Our tour begins by looking back to May 1940. After their victorious rampage through Europe, Hitler’s Panzers were only ten miles away from 400,000 Allied troops trapped on the Normandy beaches. Mass surrender seemed inevitable, the invasion of Britain just a matter of time.

But the Führer hesitated and within ten days most of the defeated British Expeditionary Force had been safely evacuated from this corner of a foreign beach that is forever England. We shall stand on that beach, pay our respects at the memorials of those who fought and died there and ask the question: What is the truth behind the enduring legend of Dunkirk? Was the evacuation a “miracle” or, as Churchill himself opined, “a colossal military disaster”?

We will move along the coast to the pebble beach at Dieppe and on in time to August 1942. Could the Allies launch a successful invasion of Europe? The subsequent Dieppe Raid, brainchild of Lord Mountbatten, became one of the costliest, most ill-fated actions of the entire war.

Then we will be transported to June 6th 1944 and the greatest military armada in history: Operation Overlord. We will walk the D-Day beaches of Sword, Gold and Juno as well as the coast where the Americans suffered such huge losses – Utah and Omaha. High up on the cliff’s edge stand the German gun batteries that tried to thwart the Allied invasion and at low tide we will see the hulks of Mulberry Harbour, crucial to Overlord’s success.

As well as looking at the mass movements of arms and men, our course will consider individual deeds of valour: Stanley Hollis was the only British soldier to be awarded a VC on D-Day; Leonard Lomell was accorded America’s highest military decoration at Utah beach; and at Villers-Bocage Michael Wittman single-handedly destroyed fifteen British tanks in as many minutes.

Our first night will be spent in the heart of Dunkirk at the three-star Hotel Welcome; we then spend three nights in Caen at the centrally located Mercure Hotel Port de Plaisance.

Date: September 6-10, 2011

Cost: £750

Lecturer: Michael Nicholson

Course Code: DUNM11

Itinerary

Day 1 Depart Waterloo 0800 by coach via Eurotunnel to Calais then continue to Dunkirk: Bray Dunes (evacuation beach) followed by Dunkirk Memorial and Eringhem Cemetery. Transfer to Hotel Welcome, Dunkirk, for overnight.

Day 2 Dieppe: Green and Orange beaches, Dieppe Canadian War Cemetery then continue to Caen for three nights at Mercure Hotel Port de Plaisance.

Day 3 D-Day coast: Pegasus Bridge (memorial museum), British and Canadian landing beaches of Sword, Juno and Gold, Utah and Omaha beaches, Mulberry Harbour (artificial harbour built for D-Day), D-Day Museum at Arromanches then continue to Villers-Bocage (famous action of Michael Wittmann), Crepon (where only D-Day Victoria Cross was won) and Creully (Montgomery’s HQ).
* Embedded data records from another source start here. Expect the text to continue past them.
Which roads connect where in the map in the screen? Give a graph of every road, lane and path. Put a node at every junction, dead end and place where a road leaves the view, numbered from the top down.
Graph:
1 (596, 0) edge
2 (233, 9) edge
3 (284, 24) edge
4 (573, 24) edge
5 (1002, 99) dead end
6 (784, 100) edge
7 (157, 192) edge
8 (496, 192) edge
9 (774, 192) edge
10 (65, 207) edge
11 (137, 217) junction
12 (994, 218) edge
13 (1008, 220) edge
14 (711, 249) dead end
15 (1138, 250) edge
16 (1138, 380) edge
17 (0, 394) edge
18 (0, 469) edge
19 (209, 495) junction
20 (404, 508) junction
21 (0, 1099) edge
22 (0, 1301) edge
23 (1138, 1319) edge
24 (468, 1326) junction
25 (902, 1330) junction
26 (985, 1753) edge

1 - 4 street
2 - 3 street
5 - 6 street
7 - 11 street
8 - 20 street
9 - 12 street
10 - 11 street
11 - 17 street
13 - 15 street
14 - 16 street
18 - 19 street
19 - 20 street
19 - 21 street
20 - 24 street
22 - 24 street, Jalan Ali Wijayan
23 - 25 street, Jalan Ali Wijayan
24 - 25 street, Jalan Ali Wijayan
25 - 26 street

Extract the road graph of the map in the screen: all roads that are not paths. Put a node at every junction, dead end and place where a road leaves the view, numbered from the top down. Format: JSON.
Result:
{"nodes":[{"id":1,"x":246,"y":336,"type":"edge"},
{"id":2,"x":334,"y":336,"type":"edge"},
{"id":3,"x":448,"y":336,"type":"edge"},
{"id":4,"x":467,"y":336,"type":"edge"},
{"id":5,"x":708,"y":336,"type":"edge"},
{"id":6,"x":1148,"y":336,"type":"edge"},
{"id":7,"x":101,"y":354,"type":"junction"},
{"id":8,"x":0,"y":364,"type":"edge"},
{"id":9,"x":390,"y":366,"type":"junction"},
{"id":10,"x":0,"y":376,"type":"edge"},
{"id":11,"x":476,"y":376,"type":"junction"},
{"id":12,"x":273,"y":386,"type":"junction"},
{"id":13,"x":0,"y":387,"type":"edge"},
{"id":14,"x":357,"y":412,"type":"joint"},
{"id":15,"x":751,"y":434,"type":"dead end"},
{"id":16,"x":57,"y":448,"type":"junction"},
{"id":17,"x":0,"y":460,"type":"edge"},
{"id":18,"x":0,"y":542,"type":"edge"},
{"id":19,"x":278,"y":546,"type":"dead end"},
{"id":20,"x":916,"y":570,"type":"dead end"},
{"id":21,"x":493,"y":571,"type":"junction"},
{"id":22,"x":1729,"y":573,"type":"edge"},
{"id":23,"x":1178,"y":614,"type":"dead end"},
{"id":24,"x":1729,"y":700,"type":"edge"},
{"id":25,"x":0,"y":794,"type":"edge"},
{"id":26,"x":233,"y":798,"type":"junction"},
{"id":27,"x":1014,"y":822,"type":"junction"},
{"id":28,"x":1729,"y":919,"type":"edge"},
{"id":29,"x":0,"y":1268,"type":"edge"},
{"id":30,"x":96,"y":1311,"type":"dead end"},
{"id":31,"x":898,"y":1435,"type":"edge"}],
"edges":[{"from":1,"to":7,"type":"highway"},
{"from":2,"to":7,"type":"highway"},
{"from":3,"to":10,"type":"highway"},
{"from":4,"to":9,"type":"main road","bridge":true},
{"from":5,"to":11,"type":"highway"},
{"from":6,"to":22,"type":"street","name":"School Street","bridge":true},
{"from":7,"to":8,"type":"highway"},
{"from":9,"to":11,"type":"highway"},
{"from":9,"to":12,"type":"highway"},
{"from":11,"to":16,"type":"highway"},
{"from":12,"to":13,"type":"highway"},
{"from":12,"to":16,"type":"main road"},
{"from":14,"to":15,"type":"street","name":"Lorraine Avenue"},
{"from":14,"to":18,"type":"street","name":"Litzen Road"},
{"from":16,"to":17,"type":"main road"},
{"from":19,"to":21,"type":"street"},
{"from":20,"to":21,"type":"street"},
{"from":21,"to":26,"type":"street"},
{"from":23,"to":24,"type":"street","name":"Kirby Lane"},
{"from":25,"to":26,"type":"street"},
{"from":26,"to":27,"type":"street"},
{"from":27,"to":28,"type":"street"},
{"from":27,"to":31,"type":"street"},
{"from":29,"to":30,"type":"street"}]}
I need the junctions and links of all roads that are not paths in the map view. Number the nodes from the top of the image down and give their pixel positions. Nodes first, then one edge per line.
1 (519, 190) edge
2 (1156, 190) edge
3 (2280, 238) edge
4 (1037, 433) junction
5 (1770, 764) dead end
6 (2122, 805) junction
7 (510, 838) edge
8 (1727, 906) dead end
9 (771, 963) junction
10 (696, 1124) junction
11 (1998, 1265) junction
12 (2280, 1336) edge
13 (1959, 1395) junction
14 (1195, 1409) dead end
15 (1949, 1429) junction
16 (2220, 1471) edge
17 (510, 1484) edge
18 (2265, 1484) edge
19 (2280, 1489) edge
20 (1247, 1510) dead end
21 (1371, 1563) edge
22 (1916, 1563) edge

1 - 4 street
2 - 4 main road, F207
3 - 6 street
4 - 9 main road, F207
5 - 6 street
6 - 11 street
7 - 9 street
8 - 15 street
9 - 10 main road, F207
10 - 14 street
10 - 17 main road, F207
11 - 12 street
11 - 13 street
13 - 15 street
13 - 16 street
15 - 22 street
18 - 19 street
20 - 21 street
Day 4 Bourguebus Ridge (Operation Goodwood), Operations Totalise and Tractable, operations along Caen-Falaise road, Falaise Pocket, St Lambert sur Dives (VC awarded to Major Currie), ford at Moissy.

Day 5 Merville Gun Battery (disarmed by 9th Battalion of Parachute Regiment). Depart Calais via Eurotunnel, arriving Waterloo 1900.

Cost

Cost of £750 includes: return travel, accommodation based on sharing a twin or double bedded room, breakfast & two dinners, excursions & admissions.

Not included: travel insurance, single room supplement £150.